Les gardes forestiers de l’état ont un traitement qui varie de 600 à 700 francs. Beaucoup sont logés en maison forestière et jouissent d’un jardin potager d’un hectare d’étendue ; ils ont en outre droit, pour leur chauffage, à huit stères de bois et à cent fagots. Dans ces conditions, ceux qui sont actifs, qui ont une femme économe et pas trop d’enfans, sont assez heureux.

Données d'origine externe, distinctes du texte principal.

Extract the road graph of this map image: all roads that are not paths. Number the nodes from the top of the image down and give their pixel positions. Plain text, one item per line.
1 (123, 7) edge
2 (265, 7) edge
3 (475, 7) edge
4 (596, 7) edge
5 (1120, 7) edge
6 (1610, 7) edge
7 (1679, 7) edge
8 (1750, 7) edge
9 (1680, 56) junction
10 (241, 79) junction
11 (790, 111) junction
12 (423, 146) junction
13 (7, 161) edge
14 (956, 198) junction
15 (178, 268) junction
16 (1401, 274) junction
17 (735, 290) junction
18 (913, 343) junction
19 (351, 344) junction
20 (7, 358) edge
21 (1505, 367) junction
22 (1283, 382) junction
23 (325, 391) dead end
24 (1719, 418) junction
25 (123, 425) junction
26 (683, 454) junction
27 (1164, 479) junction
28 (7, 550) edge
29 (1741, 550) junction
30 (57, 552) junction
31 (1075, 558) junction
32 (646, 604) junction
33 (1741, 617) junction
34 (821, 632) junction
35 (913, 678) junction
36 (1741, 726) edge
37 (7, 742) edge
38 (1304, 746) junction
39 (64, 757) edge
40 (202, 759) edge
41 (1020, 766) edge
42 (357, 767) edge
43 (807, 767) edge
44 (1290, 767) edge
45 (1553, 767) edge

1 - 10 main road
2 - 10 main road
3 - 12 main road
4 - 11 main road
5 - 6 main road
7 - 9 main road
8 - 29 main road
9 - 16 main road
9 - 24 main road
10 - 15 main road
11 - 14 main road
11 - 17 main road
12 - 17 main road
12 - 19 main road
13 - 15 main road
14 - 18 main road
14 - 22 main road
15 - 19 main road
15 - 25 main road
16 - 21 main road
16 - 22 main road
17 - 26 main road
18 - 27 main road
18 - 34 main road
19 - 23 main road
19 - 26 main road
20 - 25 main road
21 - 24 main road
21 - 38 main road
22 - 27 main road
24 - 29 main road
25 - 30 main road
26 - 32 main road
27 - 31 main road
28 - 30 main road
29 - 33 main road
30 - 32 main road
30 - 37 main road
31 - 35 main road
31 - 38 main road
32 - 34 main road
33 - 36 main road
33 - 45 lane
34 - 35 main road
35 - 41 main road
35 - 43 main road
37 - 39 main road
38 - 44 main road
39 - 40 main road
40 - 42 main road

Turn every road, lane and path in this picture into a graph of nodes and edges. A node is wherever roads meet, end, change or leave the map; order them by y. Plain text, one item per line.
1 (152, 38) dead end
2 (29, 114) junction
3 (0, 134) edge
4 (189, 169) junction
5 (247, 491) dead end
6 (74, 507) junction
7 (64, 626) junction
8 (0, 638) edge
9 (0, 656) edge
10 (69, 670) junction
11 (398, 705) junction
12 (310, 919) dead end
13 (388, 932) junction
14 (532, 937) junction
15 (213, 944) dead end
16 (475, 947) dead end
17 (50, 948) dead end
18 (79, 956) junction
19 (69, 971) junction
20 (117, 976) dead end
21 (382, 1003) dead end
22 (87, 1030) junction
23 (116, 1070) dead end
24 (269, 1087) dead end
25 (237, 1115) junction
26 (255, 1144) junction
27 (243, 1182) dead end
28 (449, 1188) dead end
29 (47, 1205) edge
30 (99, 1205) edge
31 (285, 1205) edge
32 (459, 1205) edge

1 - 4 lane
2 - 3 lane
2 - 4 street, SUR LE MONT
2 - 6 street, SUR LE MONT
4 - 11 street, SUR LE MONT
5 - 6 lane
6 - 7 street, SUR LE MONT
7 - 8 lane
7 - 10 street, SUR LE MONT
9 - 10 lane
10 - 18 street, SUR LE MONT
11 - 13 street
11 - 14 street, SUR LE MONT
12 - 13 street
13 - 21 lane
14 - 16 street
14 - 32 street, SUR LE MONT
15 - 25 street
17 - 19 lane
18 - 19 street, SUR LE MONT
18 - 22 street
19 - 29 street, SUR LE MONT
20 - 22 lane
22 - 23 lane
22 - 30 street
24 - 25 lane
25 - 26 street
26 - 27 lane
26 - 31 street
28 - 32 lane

Pouvant nourrir deux vaches, des porcs, des poules, élever des abeilles, ils se font un petit revenu supplémentaire qui améliore sensiblement leur position, Beaucoup de ces maisons forestières sont entourées de fleurs, et offrent cet aspect propre et gracieux qui dénote l’aisance. Quelques-unes d’entre elles, situées au milieu des bois, sur les points les plus pittoresques, sont le rendez-vous des chasseurs et le but des promenades des environs. Il est sévèrement interdit aux gardes qui les habitent de débiter aucune boisson, afin qu’ils ne soient pas tentés de négliger leur service pour tenir auberge. Il leur est également défendu de chasser, car la chasse étant louée au profit du trésor, il ne faut pas que le gibier soit détruit par ceux-là mêmes qui sont chargés de veiller à sa conservation.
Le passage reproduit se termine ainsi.